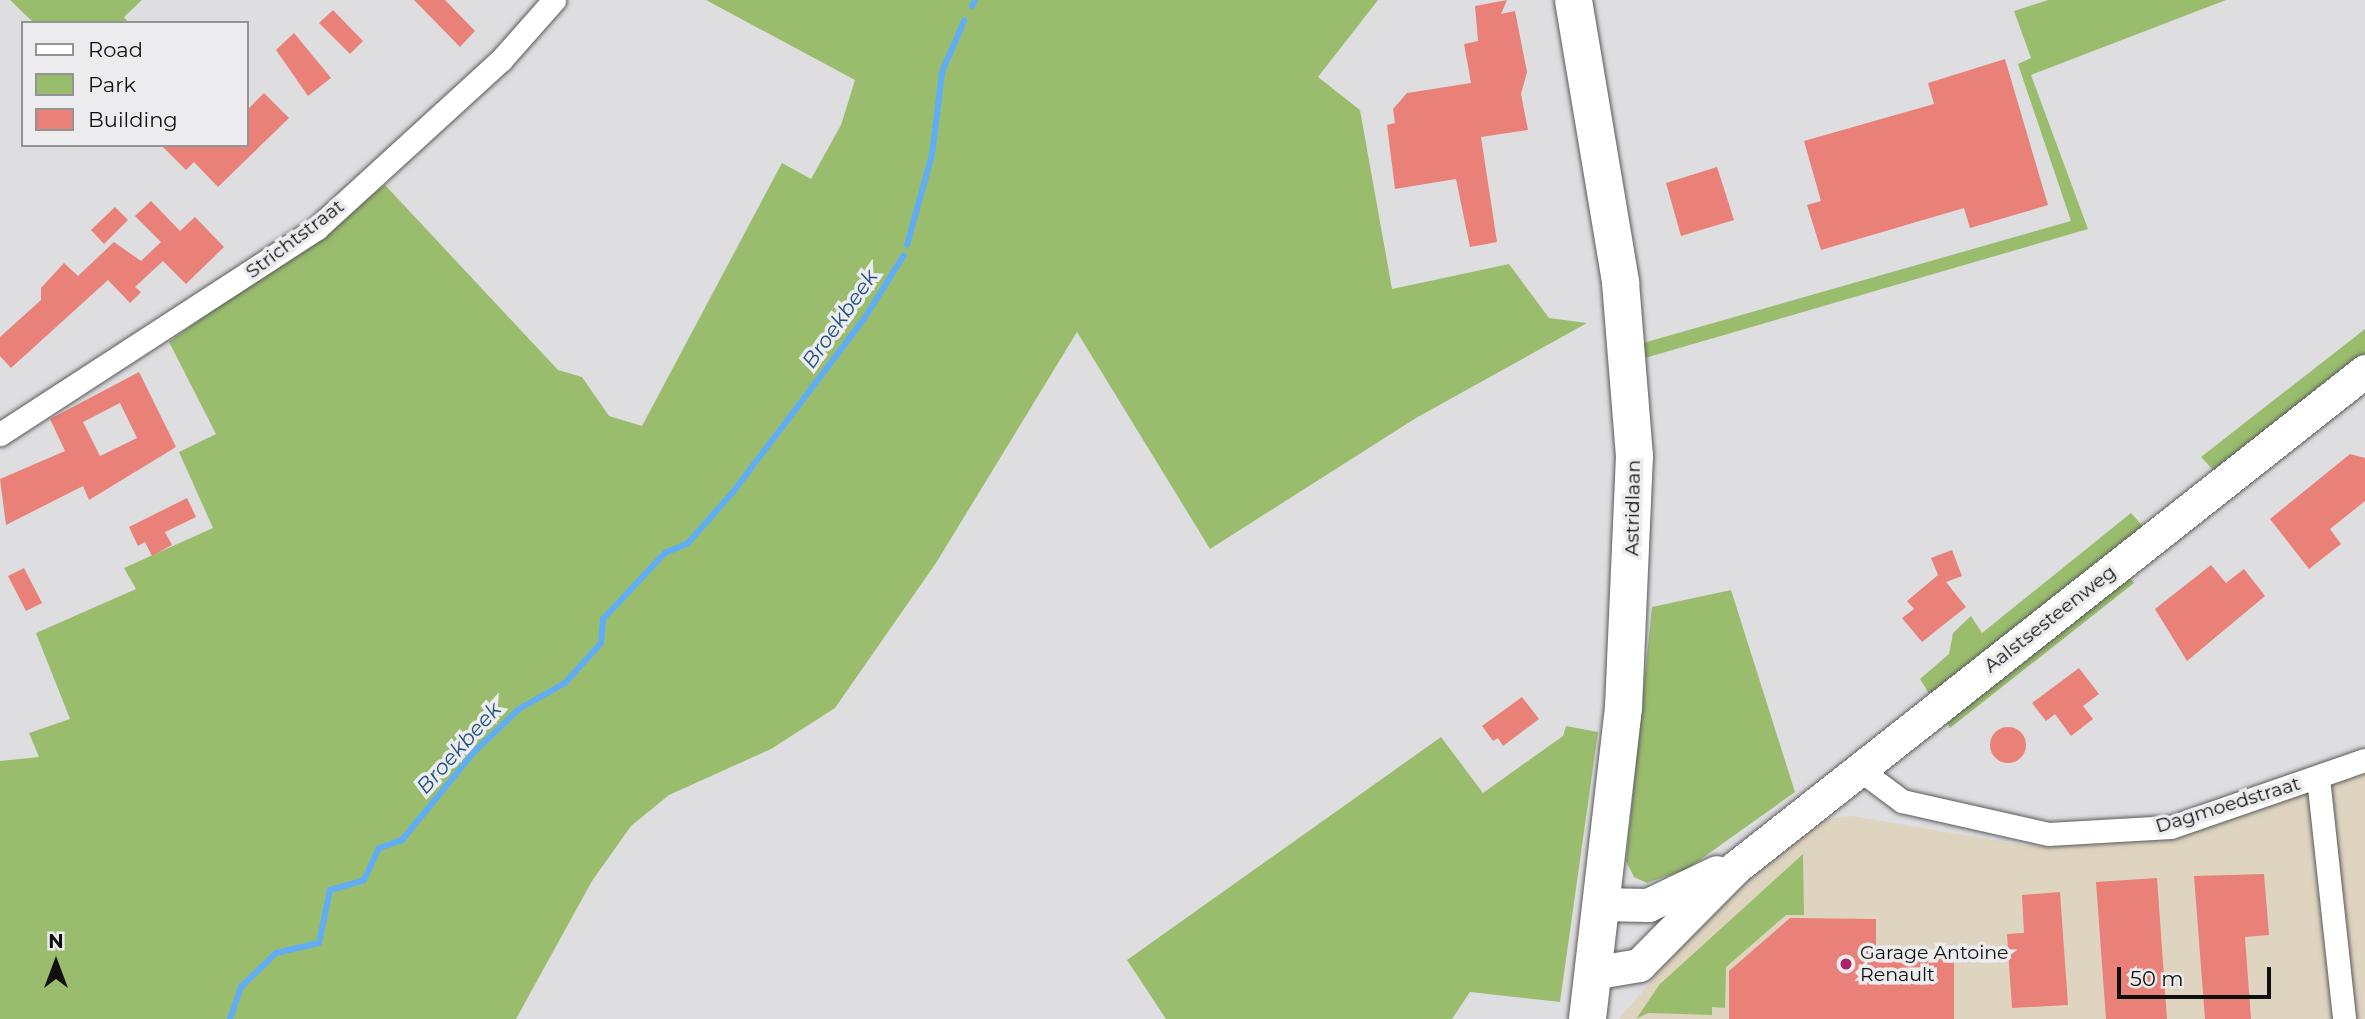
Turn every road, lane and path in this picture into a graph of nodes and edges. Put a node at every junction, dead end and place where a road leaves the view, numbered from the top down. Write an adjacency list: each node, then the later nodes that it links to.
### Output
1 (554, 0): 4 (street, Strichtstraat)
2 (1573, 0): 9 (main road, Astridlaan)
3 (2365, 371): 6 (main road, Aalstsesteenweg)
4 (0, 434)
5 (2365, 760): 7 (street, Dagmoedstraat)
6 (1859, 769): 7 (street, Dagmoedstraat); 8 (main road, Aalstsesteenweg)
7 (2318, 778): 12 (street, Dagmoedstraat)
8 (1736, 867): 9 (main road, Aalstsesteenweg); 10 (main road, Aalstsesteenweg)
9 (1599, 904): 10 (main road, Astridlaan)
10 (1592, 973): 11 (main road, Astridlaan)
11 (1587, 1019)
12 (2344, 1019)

---

Every entry above should be restated word for word, with the images left out.

> [Answer to this exercise]:
Turn every road, lane and path in this picture into a graph of nodes and edges. Put a node at every junction, dead end and place where a road leaves the view, numbered from the top down. Write an adjacency list: each node, then the later nodes that it links to.
### Output
1 (554, 0): 4 (street, Strichtstraat)
2 (1573, 0): 9 (main road, Astridlaan)
3 (2365, 371): 6 (main road, Aalstsesteenweg)
4 (0, 434)
5 (2365, 760): 7 (street, Dagmoedstraat)
6 (1859, 769): 7 (street, Dagmoedstraat); 8 (main road, Aalstsesteenweg)
7 (2318, 778): 12 (street, Dagmoedstraat)
8 (1736, 867): 9 (main road, Aalstsesteenweg); 10 (main road, Aalstsesteenweg)
9 (1599, 904): 10 (main road, Astridlaan)
10 (1592, 973): 11 (main road, Astridlaan)
11 (1587, 1019)
12 (2344, 1019)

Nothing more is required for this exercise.